The new research is still important, in part because it proposes a specific, technical definition of rabbit hole. The term has been used in different ways in common speech and even in academic research. Nyhan’s team defined a “rabbit hole event” as one in which a person follows a recommendation to get to a more extreme type of video than they were previously watching. They can’t have been subscribing to the channel they end up on, or to similarly extreme channels, before the recommendation pushed them. This mechanism wasn’t common in their findings at all. They saw it act on only 1 percent of participants, accounting for only 0.002 percent of all views of extremist-channel videos.
This is great to know. But, again, it doesn’t mean that rabbit holes, as the team defined them, weren’t at one point a bigger problem.

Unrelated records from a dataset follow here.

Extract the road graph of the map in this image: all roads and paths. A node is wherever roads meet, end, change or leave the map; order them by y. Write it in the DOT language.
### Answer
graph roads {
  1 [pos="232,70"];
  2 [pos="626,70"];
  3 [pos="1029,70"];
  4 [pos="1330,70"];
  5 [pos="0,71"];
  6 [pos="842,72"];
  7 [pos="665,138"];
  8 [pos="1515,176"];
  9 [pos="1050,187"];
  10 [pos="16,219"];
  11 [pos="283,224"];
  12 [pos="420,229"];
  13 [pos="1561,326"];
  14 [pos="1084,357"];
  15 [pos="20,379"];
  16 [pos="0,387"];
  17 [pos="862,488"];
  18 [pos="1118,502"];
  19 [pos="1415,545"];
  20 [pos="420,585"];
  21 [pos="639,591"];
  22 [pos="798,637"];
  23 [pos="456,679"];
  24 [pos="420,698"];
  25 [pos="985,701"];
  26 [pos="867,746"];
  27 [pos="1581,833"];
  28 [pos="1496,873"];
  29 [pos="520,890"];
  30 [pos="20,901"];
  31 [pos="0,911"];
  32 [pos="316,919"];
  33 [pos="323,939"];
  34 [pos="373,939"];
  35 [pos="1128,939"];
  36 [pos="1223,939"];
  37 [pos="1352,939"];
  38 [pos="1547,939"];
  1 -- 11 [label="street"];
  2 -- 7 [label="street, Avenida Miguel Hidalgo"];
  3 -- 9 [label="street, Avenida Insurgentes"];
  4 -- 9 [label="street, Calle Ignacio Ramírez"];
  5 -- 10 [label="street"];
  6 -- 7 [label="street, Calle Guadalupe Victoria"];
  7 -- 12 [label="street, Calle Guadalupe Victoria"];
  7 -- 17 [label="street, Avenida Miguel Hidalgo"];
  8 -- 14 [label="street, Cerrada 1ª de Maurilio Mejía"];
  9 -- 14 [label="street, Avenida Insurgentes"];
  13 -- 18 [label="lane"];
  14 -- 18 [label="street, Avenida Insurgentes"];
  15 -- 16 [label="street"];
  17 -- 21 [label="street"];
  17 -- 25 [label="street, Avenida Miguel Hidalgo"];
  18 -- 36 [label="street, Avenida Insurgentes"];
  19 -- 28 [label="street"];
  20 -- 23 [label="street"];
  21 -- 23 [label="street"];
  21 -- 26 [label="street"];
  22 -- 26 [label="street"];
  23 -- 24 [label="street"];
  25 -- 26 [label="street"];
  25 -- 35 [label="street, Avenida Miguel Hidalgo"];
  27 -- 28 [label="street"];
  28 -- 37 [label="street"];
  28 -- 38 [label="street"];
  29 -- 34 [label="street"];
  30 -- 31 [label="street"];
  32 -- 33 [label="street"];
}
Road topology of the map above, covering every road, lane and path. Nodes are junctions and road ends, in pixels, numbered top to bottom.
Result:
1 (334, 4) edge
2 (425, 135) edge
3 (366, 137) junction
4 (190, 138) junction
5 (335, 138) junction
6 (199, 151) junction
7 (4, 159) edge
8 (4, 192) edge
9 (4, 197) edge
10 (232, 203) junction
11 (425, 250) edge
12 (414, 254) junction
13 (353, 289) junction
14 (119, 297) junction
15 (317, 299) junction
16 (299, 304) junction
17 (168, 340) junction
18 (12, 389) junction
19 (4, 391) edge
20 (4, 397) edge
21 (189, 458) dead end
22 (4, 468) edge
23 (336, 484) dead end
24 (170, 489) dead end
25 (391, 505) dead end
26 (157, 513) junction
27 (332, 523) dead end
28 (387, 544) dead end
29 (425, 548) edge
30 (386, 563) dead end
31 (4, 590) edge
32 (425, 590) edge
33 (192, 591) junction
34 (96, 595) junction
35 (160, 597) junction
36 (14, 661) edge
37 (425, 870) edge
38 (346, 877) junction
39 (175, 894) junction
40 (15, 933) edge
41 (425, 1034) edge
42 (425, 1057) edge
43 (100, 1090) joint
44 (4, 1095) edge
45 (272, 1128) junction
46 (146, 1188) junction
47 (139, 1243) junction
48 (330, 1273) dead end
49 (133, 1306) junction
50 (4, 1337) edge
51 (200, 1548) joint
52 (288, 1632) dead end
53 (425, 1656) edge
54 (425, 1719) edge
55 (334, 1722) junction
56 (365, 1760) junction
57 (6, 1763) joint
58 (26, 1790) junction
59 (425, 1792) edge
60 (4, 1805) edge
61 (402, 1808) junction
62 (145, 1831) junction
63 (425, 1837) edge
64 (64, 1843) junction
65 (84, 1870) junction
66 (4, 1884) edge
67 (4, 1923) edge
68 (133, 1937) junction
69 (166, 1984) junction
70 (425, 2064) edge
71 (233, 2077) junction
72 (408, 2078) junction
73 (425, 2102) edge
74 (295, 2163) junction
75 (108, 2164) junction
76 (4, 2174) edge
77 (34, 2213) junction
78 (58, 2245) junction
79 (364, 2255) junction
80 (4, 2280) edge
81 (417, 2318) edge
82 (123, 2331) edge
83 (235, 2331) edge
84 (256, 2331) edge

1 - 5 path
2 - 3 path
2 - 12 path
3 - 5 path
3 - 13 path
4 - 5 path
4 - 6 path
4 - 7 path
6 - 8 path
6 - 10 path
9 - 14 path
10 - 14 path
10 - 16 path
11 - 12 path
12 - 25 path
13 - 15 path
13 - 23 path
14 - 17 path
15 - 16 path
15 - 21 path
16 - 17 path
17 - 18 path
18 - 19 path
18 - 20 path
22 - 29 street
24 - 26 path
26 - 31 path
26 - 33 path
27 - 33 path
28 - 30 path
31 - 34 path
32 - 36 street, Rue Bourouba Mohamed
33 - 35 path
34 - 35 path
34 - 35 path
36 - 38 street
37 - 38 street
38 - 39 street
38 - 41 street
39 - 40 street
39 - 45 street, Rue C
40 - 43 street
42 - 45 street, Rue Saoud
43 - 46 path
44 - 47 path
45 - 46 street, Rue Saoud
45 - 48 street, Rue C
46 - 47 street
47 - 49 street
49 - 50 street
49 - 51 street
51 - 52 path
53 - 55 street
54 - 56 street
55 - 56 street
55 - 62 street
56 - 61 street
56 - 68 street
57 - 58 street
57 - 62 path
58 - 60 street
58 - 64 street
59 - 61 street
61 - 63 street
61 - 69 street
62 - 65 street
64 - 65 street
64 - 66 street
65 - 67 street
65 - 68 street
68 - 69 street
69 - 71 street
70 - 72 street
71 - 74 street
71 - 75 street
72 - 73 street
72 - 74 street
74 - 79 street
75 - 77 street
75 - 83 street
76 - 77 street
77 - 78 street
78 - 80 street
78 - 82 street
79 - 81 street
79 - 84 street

It’s just a good indication that they seem to be rare right now. Why did it take so long to go looking for the rabbit holes? “It’s a shame we didn’t catch them on both sides of the change,” Nyhan acknowledged. “That would have been ideal.” But it took time to build the browser extension (which is now open source, so it can be used by other researchers), and it also took time to come up with a whole bunch of money. Nyhan estimated that the study received about $100,000 in funding, but an additional National Science Foundation grant that went to a separate team that built the browser extension was huge—almost $500,000.
Nyhan was careful not to say that this paper represents a total exoneration of YouTube. The platform hasn’t stopped letting its subscription feature drive traffic to extremists. It also continues to allow users to publish extremist videos. And learning that only a tiny percentage of users stumble across extremist content isn’t the same as learning that no one does; a tiny percentage of a gargantuan user base still represents a large number of people.
This speaks to the broader problem with last month’s new Facebook research as well: Americans want to understand why the country is so dramatically polarized, and people have seen the huge changes in our technology use and information consumption in the years when that polarization became most obvious. But the web changes every day. Things that YouTube no longer wants to host could still find huge audiences, instead, on platforms such as Rumble; most young people now use TikTok, a platform that barely existed when we started talking about the effects of social media. As soon as we start to unravel one mystery about how the internet affects us, another one takes its place.